(WHAT TO PRODUCE) Below are lines of data; give the number of them that contain "Apple", and only that.

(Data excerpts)
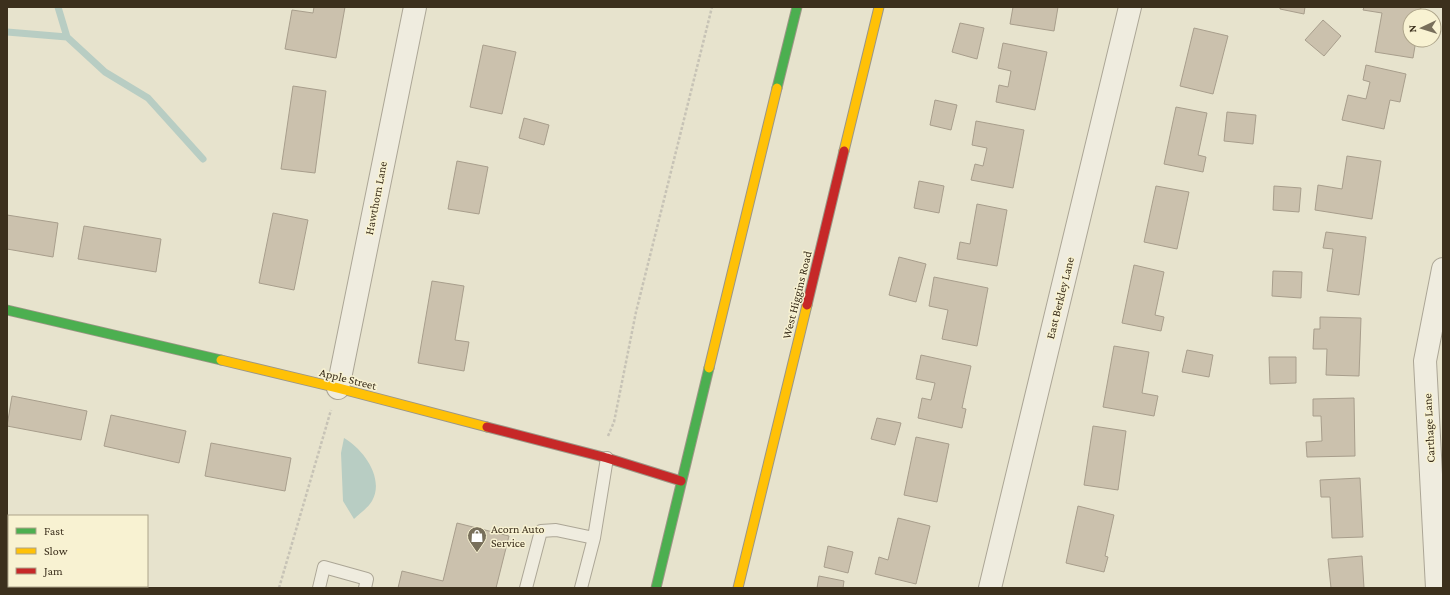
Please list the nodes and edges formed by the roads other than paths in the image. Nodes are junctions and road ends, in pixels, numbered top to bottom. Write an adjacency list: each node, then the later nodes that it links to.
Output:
1 (415, 7): 7 (street, Hawthorn Lane)
2 (797, 7): 9 (main road)
3 (879, 7): 16 (main road, West Higgins Road)
4 (1130, 7): 17 (street, East Berkley Lane)
5 (1443, 269): 18 (street, Carthage Lane)
6 (7, 310): 7 (main road, Apple Street)
7 (338, 388): 8 (main road, Apple Street)
8 (607, 458): 9 (main road, Apple Street); 10 (lane)
9 (681, 481): 15 (main road)
10 (594, 538): 13 (lane); 14 (lane)
11 (318, 588): 12 (lane)
12 (365, 588)
13 (526, 588)
14 (581, 588)
15 (656, 588)
16 (738, 588)
17 (990, 588)
18 (1437, 588)

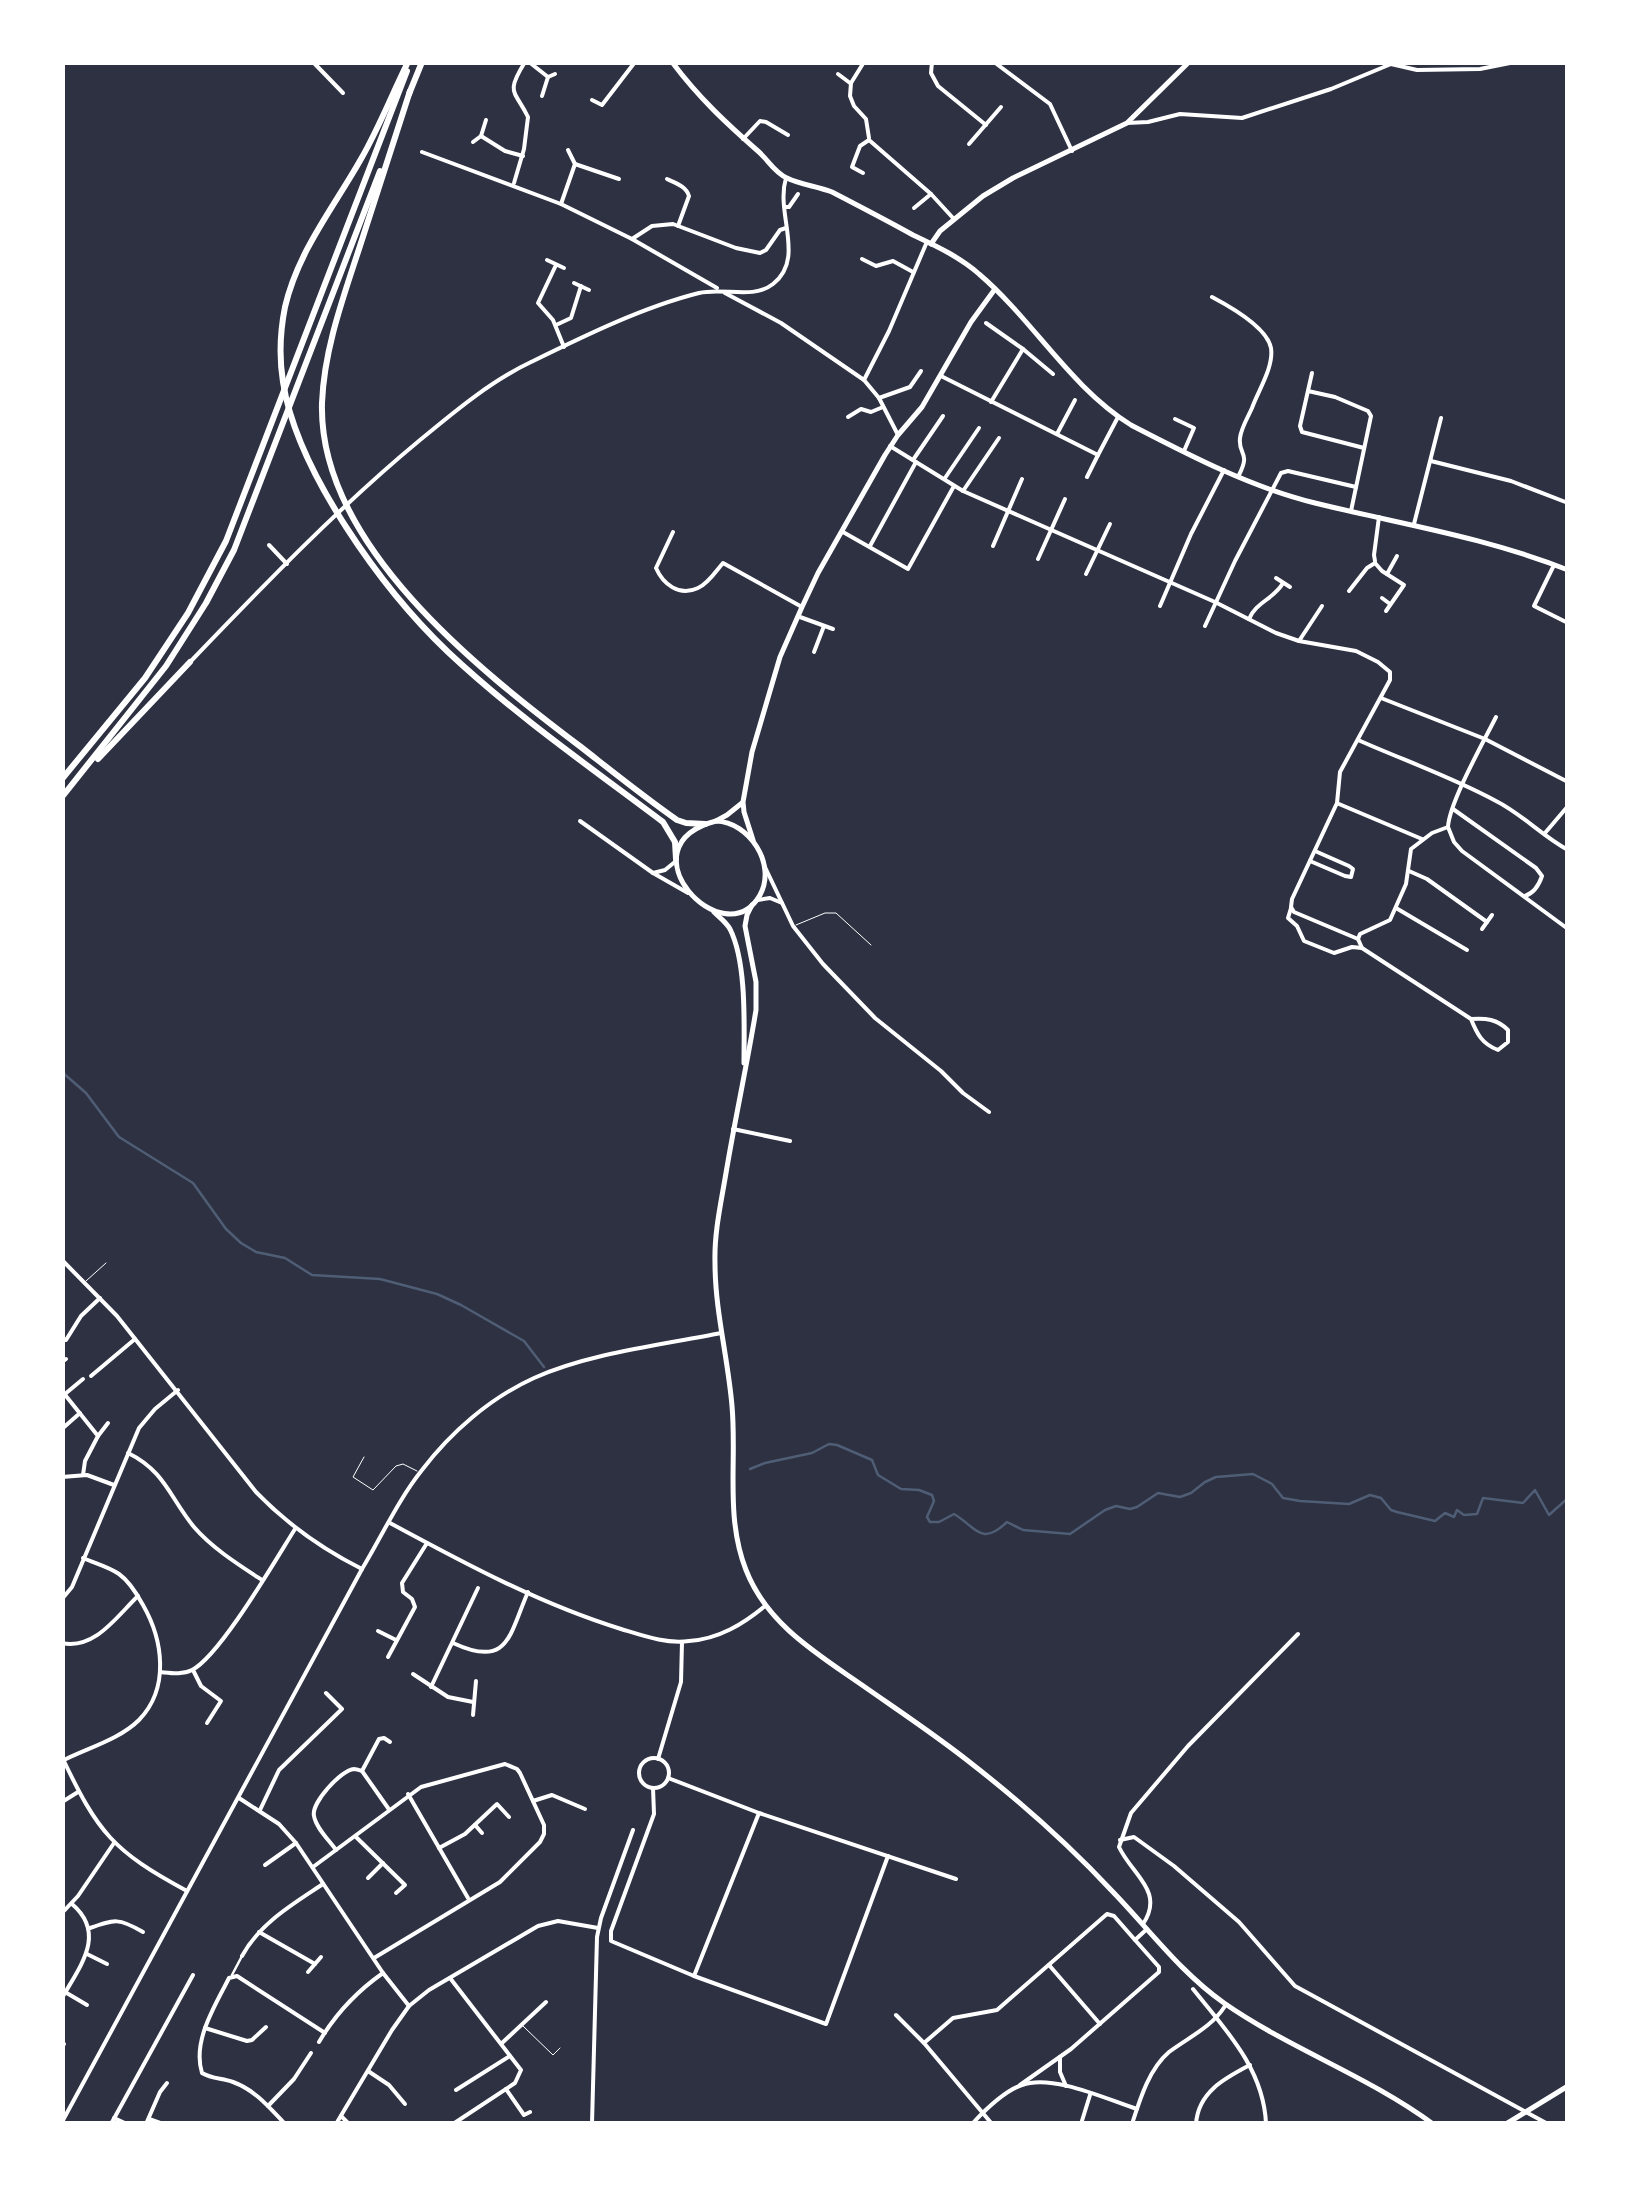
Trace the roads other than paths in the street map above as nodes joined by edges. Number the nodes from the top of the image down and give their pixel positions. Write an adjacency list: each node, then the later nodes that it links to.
1 (313, 62): 17 (street)
2 (409, 62): 154 (highway); 171 (highway)
3 (422, 62): 16 (highway)
4 (527, 62): 14 (street); 39 (street)
5 (635, 62): 20 (street)
6 (672, 62): 32 (main road)
7 (864, 62): 15 (street)
8 (932, 62): 29 (street)
9 (994, 62): 24 (street)
10 (1188, 62): 23 (main road)
11 (1515, 62): 27 (street)
12 (555, 74): 14 (street)
13 (838, 74): 15 (street)
14 (548, 77): 18 (street)
15 (851, 83): 33 (street)
16 (410, 90): 157 (highway); 164 (highway)
17 (342, 93)
18 (542, 96)
19 (592, 100): 20 (street)
20 (602, 105): 25 (street)
21 (1064, 106): 24 (street)
22 (1001, 107): 29 (street)
23 (1141, 110): 27 (street); 28 (main road)
24 (1055, 111): 37 (street)
25 (597, 112)
26 (486, 120): 31 (street)
27 (1148, 122): 28 (street)
28 (1127, 123): 37 (main road)
29 (986, 125): 35 (street)
30 (788, 135): 32 (street)
31 (480, 136): 34 (street); 39 (street)
32 (744, 139): 42 (main road)
33 (870, 140): 41 (street); 47 (street)
34 (474, 142)
35 (969, 144)
36 (568, 150): 40 (street)
37 (1072, 151): 51 (main road)
38 (422, 152): 45 (street)
39 (522, 156): 45 (street)
40 (575, 164): 43 (street); 48 (street)
41 (863, 173)
42 (786, 178): 49 (street); 55 (main road)
43 (619, 179)
44 (667, 179): 52 (street)
45 (513, 185): 48 (street)
46 (798, 194): 49 (street)
47 (931, 194): 50 (street); 51 (street)
48 (560, 204): 54 (street)
49 (784, 207): 53 (street)
50 (914, 208)
51 (954, 218): 55 (main road)
52 (678, 226): 53 (street); 54 (street)
53 (786, 228): 65 (street)
54 (632, 239): 65 (street)
55 (929, 243): 60 (street); 63 (main road)
56 (547, 260): 58 (street)
57 (862, 260): 60 (street)
58 (556, 265): 59 (street); 68 (street)
59 (564, 268)
60 (912, 272): 75 (street)
61 (574, 283): 62 (street)
62 (581, 286): 64 (street); 68 (street)
63 (995, 289): 74 (main road); 83 (main road)
64 (589, 290)
65 (720, 290): 69 (street); 75 (street)
66 (1212, 297): 99 (street)
67 (986, 322): 70 (street)
68 (556, 326): 69 (street)
69 (564, 347): 124 (street)
70 (1023, 349): 73 (street); 79 (street)
71 (921, 371): 77 (street)
72 (1312, 373): 76 (street)
73 (1054, 374)
74 (941, 376): 79 (street); 90 (main road)
75 (864, 380): 77 (street)
76 (1308, 391): 93 (street); 93 (street)
77 (878, 398): 80 (street)
78 (1074, 400): 89 (street)
79 (991, 402): 89 (street)
80 (883, 407): 82 (street); 90 (street)
81 (944, 416): 96 (street)
82 (848, 417)
83 (1118, 417): 94 (main road); 95 (street)
84 (1441, 418): 97 (street)
85 (1175, 419): 88 (street)
86 (1197, 421): 88 (street)
87 (980, 428): 102 (street)
88 (1194, 428): 94 (street)
89 (1057, 434): 95 (street)
90 (898, 435): 92 (main road)
91 (998, 438): 106 (street)
92 (890, 446): 96 (street); 115 (main road)
93 (1364, 448): 104 (street)
94 (1184, 451): 98 (main road)
95 (1098, 455): 100 (street)
96 (914, 461): 102 (street); 119 (street)
97 (1430, 461): 108 (street); 113 (street)
98 (1224, 470): 99 (main road); 130 (street)
99 (1239, 476): 105 (main road)
100 (1087, 477)
101 (1022, 479): 109 (street)
102 (944, 480): 103 (street)
103 (954, 486): 106 (street); 119 (street)
104 (1356, 488): 105 (street); 110 (street)
105 (1271, 490): 110 (main road); 135 (street)
106 (962, 491): 109 (street)
107 (1064, 499): 114 (street)
108 (1568, 503)
109 (1008, 511): 114 (street); 118 (street)
110 (1350, 511): 111 (main road)
111 (1380, 517): 113 (main road); 123 (street)
112 (1110, 524): 120 (street)
113 (1414, 524): 125 (main road)
114 (1052, 530): 120 (street); 122 (street)
115 (841, 531): 119 (street); 139 (main road)
116 (673, 532): 139 (street)
117 (269, 545): 124 (street)
118 (993, 546)
119 (869, 547)
120 (1097, 550): 127 (street); 130 (street)
121 (1397, 556): 128 (street)
122 (1038, 559)
123 (1375, 562): 128 (street); 133 (street)
124 (286, 564): 149 (street)
125 (1554, 565): 126 (main road); 143 (street)
126 (1568, 570)
127 (1086, 574)
128 (1387, 574): 136 (street)
129 (1276, 578): 131 (street)
130 (1169, 582): 135 (street); 137 (street)
131 (1283, 583): 132 (street); 142 (street)
132 (1290, 587)
133 (1361, 591)
134 (1382, 598): 136 (street)
135 (1215, 602): 142 (street); 145 (street)
136 (1390, 604): 140 (street)
137 (1160, 606)
138 (1322, 606): 147 (street)
139 (802, 608): 141 (main road)
140 (1386, 611)
141 (798, 616): 144 (street); 158 (main road)
142 (1250, 619): 147 (street)
143 (1568, 623)
144 (824, 626): 146 (street); 148 (street)
145 (1204, 626)
146 (833, 629)
147 (1299, 641): 150 (street)
148 (814, 652)
149 (190, 662): 157 (highway)
150 (1380, 698): 152 (street); 153 (street)
151 (1496, 717): 153 (street)
152 (1358, 740): 156 (street); 159 (street)
153 (1485, 740): 155 (street); 156 (street)
154 (62, 779)
155 (1568, 782)
156 (1463, 786): 161 (street); 166 (street)
157 (64, 795)
158 (743, 802): 163 (main road); 168 (main road)
159 (1337, 803): 167 (street); 170 (street)
160 (1568, 806): 166 (street)
161 (1453, 809): 165 (street); 177 (street)
162 (580, 821): 175 (street)
163 (716, 821): 164 (main road); 168 (main road)
164 (705, 824): 171 (main road)
165 (1448, 827): 167 (street); 177 (street)
166 (1544, 834): 169 (street)
167 (1422, 839): 174 (street)
168 (753, 840): 172 (main road)
169 (1568, 850)
170 (1314, 851): 173 (street); 173 (street)
171 (676, 860): 175 (street); 176 (main road)
172 (762, 861): 178 (main road); 179 (street)
173 (1310, 861): 180 (street)
174 (1409, 871): 181 (street); 184 (street)
175 (652, 873): 176 (street)
176 (692, 895): 182 (main road)
177 (1524, 896): 187 (street)
178 (754, 903): 179 (street); 182 (main road); 195 (main road)
179 (782, 903): 185 (street)
180 (1292, 907): 188 (street); 192 (street)
181 (1396, 908): 188 (street); 191 (street)
182 (711, 910): 195 (main road)
183 (1492, 915): 184 (street)
184 (1487, 922): 186 (street)
185 (794, 926): 190 (lane); 196 (street)
186 (1482, 928)
187 (1568, 928)
188 (1358, 939): 192 (street)
189 (1464, 939): 191 (street)
190 (870, 946)
191 (1460, 946): 193 (street)
192 (1362, 948): 194 (street)
193 (1467, 950)
194 (1471, 1019): 194 (street)
195 (744, 1078): 197 (main road)
196 (989, 1112)
197 (734, 1129): 198 (street); 203 (main road)
198 (790, 1140)
199 (62, 1260): 201 (street)
200 (106, 1263): 201 (lane)
201 (84, 1282): 202 (street)
202 (100, 1298): 204 (street); 205 (street)
203 (721, 1333): 216 (street); 230 (main road)
204 (62, 1338)
205 (136, 1339): 206 (street); 208 (street)
206 (91, 1376)
207 (83, 1379): 209 (street)
208 (178, 1390): 214 (street); 221 (street)
209 (64, 1392): 210 (street)
210 (80, 1412): 212 (street); 213 (street)
211 (108, 1423): 213 (street)
212 (64, 1428)
213 (98, 1436): 218 (street)
214 (128, 1453): 219 (street); 225 (street)
215 (364, 1457): 216 (lane)
216 (420, 1472): 220 (street)
217 (62, 1476): 218 (street)
218 (84, 1476): 219 (street)
219 (114, 1485): 223 (street)
220 (390, 1523): 222 (street); 224 (street)
221 (296, 1529): 224 (street); 225 (street)
222 (427, 1543): 227 (street); 233 (street)
223 (83, 1558): 228 (street); 229 (street)
224 (362, 1569): 255 (street)
225 (262, 1580): 238 (street)
226 (478, 1588): 234 (street)
227 (528, 1592): 234 (street); 235 (street)
228 (138, 1596): 236 (street); 239 (street)
229 (62, 1599)
230 (765, 1606): 235 (street); 284 (main road)
231 (378, 1631): 233 (street)
232 (1298, 1634): 267 (street)
233 (397, 1641): 237 (street)
234 (454, 1642): 242 (street)
235 (682, 1642): 249 (street)
236 (62, 1643)
237 (388, 1657)
238 (193, 1670): 239 (street); 246 (street)
239 (160, 1672): 248 (street)
240 (413, 1674): 242 (street)
241 (476, 1681): 244 (street)
242 (431, 1686): 244 (street)
243 (326, 1694): 260 (street)
244 (474, 1702): 245 (street)
245 (473, 1714)
246 (207, 1723)
247 (390, 1742): 250 (street)
248 (63, 1758): 253 (street)
249 (658, 1759): 251 (street); 252 (street)
250 (362, 1770): 258 (street); 271 (street)
251 (668, 1778): 252 (street); 261 (street)
252 (653, 1788): 300 (street)
253 (78, 1792): 257 (street); 269 (street)
254 (408, 1794): 256 (street); 258 (street); 270 (street)
255 (239, 1798): 260 (street); 279 (street)
256 (533, 1801): 259 (street); 281 (street)
257 (62, 1802)
258 (389, 1809): 266 (street)
259 (585, 1809)
260 (260, 1810): 268 (street)
261 (759, 1812): 272 (street); 300 (street)
262 (509, 1817): 263 (street)
263 (475, 1825): 265 (street); 270 (street)
264 (634, 1830): 286 (street)
265 (482, 1833)
266 (355, 1836): 271 (street); 273 (street)
267 (1120, 1840): 284 (street); 337 (street)
268 (296, 1842): 274 (street); 275 (street)
269 (114, 1843): 279 (street); 282 (street)
270 (439, 1848): 281 (street)
271 (336, 1850): 275 (street)
272 (888, 1856): 277 (street); 300 (street)
273 (383, 1864): 276 (street); 280 (street)
274 (265, 1865)
275 (313, 1867): 278 (street)
276 (368, 1878)
277 (956, 1880)
278 (323, 1884): 288 (street); 293 (street)
279 (187, 1891): 342 (street)
280 (396, 1893)
281 (469, 1900): 293 (street)
282 (72, 1904): 283 (street); 285 (street)
283 (62, 1913)
284 (1145, 1926): 289 (street); 306 (main road)
285 (90, 1928): 287 (street); 290 (street)
286 (598, 1928): 301 (street); 349 (street)
287 (143, 1932)
288 (259, 1932): 291 (street); 295 (street)
289 (1135, 1940): 296 (street); 312 (street)
290 (87, 1954): 294 (street); 304 (street)
291 (242, 1956): 299 (street)
292 (322, 1957): 295 (street)
293 (374, 1958): 298 (street)
294 (107, 1964)
295 (315, 1964): 297 (street)
296 (1049, 1965): 312 (street); 318 (street)
297 (308, 1972)
298 (383, 1973): 308 (street); 315 (street)
299 (231, 1976): 314 (street); 315 (street)
300 (694, 1976)
301 (450, 1978): 308 (street); 317 (street)
302 (196, 1984): 339 (street)
303 (1194, 1989): 310 (street)
304 (64, 1995): 307 (street)
305 (546, 2002): 311 (street)
306 (1226, 2004): 310 (street); 356 (main road)
307 (86, 2005)
308 (410, 2006): 324 (street)
309 (896, 2015): 318 (street)
310 (1217, 2018): 323 (street); 334 (street)
311 (522, 2024): 317 (street); 319 (lane)
312 (1100, 2024): 322 (street)
313 (266, 2027): 314 (street)
314 (205, 2028): 333 (street)
315 (325, 2032): 316 (street)
316 (320, 2042): 320 (street)
317 (501, 2044): 321 (street)
318 (924, 2044): 336 (street)
319 (560, 2048)
320 (312, 2053): 333 (street)
321 (510, 2056): 329 (street); 330 (street)
322 (1060, 2057): 326 (street); 327 (street)
323 (1250, 2065): 354 (street); 355 (street)
324 (368, 2071): 332 (street); 338 (street)
325 (167, 2083): 340 (street)
326 (1020, 2085): 327 (street); 336 (street)
327 (1066, 2086): 331 (street)
328 (1568, 2086): 337 (main road)
329 (506, 2089): 335 (street); 341 (street)
330 (456, 2090)
331 (1090, 2094): 334 (street); 352 (street)
332 (406, 2104)
333 (268, 2106): 345 (street)
334 (1137, 2109): 353 (street)
335 (530, 2112)
336 (983, 2112): 350 (street); 351 (street)
337 (1528, 2112): 357 (main road); 358 (street)
338 (341, 2116): 346 (street); 347 (street)
339 (112, 2121): 343 (street)
340 (148, 2121): 344 (street)
341 (461, 2121): 348 (street)
342 (62, 2122)
343 (127, 2124)
344 (163, 2124)
345 (285, 2124)
346 (336, 2124)
347 (349, 2124)
348 (453, 2124)
349 (592, 2124)
350 (972, 2124)
351 (992, 2124)
352 (1081, 2124)
353 (1132, 2124)
354 (1196, 2124)
355 (1266, 2124)
356 (1433, 2124)
357 (1506, 2124)
358 (1548, 2124)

(RESPONSE AREA) 3